Il senso di appartenenza e la passione per questo settore sono stati i veri leitmotiv della serata. Calzante in questo senso è stato l’intervento di Pascal Amoreau, Vignaiolo biodinamico dell’azienda Domaine Château Le Puy, Bordeaux, che potremmo definire un pioniere del Bio dato che è della 14 esima generazione: “La mia famiglia è nel ramo del vino da sempre e ha come obiettivo quello di promuovere la biodiversità a tutti i costi. Non abbiamo mai aggiunto nulla al prodotto naturale neanche quando forse sarebbe servito. Dopo la Seconda Guerra Mondiale vennero introdotti i pesticidi e noi per tirchieria non abbiamo aggiunto neanche quelli. Questa nostra mentalità la dobbiamo alle nostre origini: Siamo sempre stati contadini e, anche se ci hanno sempre guardato con sospetto, ora dopo 50 anni ci invidiano l’esperienza biologica.”

Biodiversità, agricoltura ecologica, biodinamica. Sono state queste le parole chiave di Oenothèque Bio. “Cos’è la biodinamica? – ha esordito Pierre Frick (azienda Domaine Pierre Frick, Alsazia) – è la presa di coscienza che l’essere umano sarà sempre collegato e influenzato da tutti i tipi di vita che lo circondano da quella vegetale a quella animale a quella terrestre, spaziale e zodiacale”.

L’agricoltura ecologica è invece “un atto sociale che non ha confini” secondo Lucio Cavazzoni, Presidente di Alce Nero che ha poi proseguito: “Dopo la Grande Guerra tutto è diventato chimico, tutto derivato dal petrolio. La chiamiamo agricoltura fossile, perché inquina nel profondo. Dopo anni di ostracismo e di difficoltà posso dire che l’agricoltura biologica sta crescendo giorno dopo giorno, perché aumenta la consapevolezza di quanto sia importante”. I numeri in questo caso non mentono mai: “Il 15% del nostro terreno sta diventando coltivato biologicamente.

Dietro l’idea di biologico c’è un’idea di salute, ma anche un bisogno da parte della gente di un ritorno al genuino rapporto con la terra”. In conclusione un invito: “Smettiamo di comprare cibo industriale ed interrompiamo i cicli nocivi”.

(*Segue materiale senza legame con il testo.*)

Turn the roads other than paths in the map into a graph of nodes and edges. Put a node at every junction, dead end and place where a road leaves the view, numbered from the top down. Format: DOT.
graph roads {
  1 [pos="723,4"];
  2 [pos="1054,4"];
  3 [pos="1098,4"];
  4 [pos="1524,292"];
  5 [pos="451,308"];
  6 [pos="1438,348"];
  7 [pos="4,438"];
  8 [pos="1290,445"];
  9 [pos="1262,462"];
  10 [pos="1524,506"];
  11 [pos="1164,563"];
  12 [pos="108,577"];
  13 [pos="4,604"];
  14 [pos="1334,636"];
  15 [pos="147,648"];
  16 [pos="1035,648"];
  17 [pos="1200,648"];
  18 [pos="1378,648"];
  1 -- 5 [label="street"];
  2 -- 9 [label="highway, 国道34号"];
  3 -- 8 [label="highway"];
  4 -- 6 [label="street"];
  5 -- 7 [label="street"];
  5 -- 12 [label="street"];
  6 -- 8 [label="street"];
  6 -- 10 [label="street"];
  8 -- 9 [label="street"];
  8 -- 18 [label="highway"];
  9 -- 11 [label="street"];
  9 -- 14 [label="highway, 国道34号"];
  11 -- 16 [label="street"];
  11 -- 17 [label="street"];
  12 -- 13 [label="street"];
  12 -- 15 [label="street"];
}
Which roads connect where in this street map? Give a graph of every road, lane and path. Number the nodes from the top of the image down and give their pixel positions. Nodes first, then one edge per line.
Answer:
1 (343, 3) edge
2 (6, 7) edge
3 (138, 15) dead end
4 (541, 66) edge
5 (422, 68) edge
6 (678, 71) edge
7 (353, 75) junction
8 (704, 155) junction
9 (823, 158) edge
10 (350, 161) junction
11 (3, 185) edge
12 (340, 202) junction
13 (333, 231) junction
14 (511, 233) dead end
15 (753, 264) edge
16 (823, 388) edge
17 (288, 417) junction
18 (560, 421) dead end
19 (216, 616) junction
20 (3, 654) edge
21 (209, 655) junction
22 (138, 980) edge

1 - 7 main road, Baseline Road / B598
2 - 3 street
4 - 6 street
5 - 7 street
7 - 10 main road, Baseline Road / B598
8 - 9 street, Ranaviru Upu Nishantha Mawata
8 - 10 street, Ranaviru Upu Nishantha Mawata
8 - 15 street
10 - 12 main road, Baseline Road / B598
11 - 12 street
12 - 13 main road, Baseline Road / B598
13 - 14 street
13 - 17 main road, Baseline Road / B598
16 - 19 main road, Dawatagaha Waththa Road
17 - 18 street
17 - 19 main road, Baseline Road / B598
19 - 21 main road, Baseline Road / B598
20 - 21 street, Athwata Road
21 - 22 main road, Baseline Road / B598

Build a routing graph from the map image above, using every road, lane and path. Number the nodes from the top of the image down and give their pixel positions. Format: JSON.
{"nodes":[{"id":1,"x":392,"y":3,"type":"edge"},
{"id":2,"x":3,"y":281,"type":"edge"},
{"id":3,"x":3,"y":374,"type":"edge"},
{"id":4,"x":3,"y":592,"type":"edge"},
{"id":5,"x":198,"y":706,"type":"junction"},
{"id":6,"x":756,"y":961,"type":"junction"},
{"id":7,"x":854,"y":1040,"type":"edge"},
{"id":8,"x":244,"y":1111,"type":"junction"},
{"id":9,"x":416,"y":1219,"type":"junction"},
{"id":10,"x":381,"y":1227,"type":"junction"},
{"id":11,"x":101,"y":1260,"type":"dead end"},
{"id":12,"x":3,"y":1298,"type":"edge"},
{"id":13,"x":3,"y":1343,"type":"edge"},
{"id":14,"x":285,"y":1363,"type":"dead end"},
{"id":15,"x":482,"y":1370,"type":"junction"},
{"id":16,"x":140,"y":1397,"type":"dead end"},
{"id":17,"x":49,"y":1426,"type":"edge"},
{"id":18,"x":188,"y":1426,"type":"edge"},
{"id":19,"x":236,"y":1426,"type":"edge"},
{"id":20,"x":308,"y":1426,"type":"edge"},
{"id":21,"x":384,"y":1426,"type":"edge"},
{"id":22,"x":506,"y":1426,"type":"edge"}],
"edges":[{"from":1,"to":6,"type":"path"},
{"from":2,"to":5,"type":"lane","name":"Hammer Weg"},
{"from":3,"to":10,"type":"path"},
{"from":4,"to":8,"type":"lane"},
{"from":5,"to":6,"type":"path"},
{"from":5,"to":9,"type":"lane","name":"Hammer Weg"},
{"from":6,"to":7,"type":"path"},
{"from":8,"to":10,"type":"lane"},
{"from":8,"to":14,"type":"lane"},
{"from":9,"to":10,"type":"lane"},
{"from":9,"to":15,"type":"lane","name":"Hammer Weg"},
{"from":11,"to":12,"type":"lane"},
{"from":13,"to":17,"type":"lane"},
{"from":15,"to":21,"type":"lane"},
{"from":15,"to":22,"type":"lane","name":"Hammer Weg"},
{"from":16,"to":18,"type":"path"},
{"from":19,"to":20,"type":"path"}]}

A chiudere Oenothèque Bio, l’intervento di Olivier Roellinger, Chef e specialista di spezie: “Voglio ringraziare tutti coloro che hanno lottato contro tutto e tutti per ridare vita alle proprie terre. Penso a quei pochi visionari che producevano bio 30-40 anni fa. Ci hanno lasciato una traccia. Perché il mio compito e quello di ogni chef è cucinare e cucinare significa fare di tutto per prolungare e rendere sana la vita di colui che mangia per me. Non dobbiamo pensare ai premi o alle stelle. Bisogna parlare di cucina sana per un futuro migliore, pensare alle stelle è ormai anacronistico.

Noi chef dobbiamo assumerci delle responsabilità. Quando JFK vide che la maggior parte degli americani era sulla via dell’obesità, rese obbligatorie le palestre in tutte le scuole. Ci furono critiche e difficoltà ma poi riuscì nel suo intento. Ecco, noi, dobbiamo fare la stessa cosa, vale a dire spingere i nostri governi e creare una migliore cultura del cibo e un’etica focalizzata sul rispetto della terra. Grazie a Dio, non sono solo io a pensarla così. Collaboro con 150 chef di tutto il mondo proprio per questo e non sarò soddisfatto fino a quando non raggiungeremo questo obiettivo tutti insieme.”

Insomma, una serata piena di gusto ma dove non sono mancate riflessioni e punti di vista interessanti per il futuro.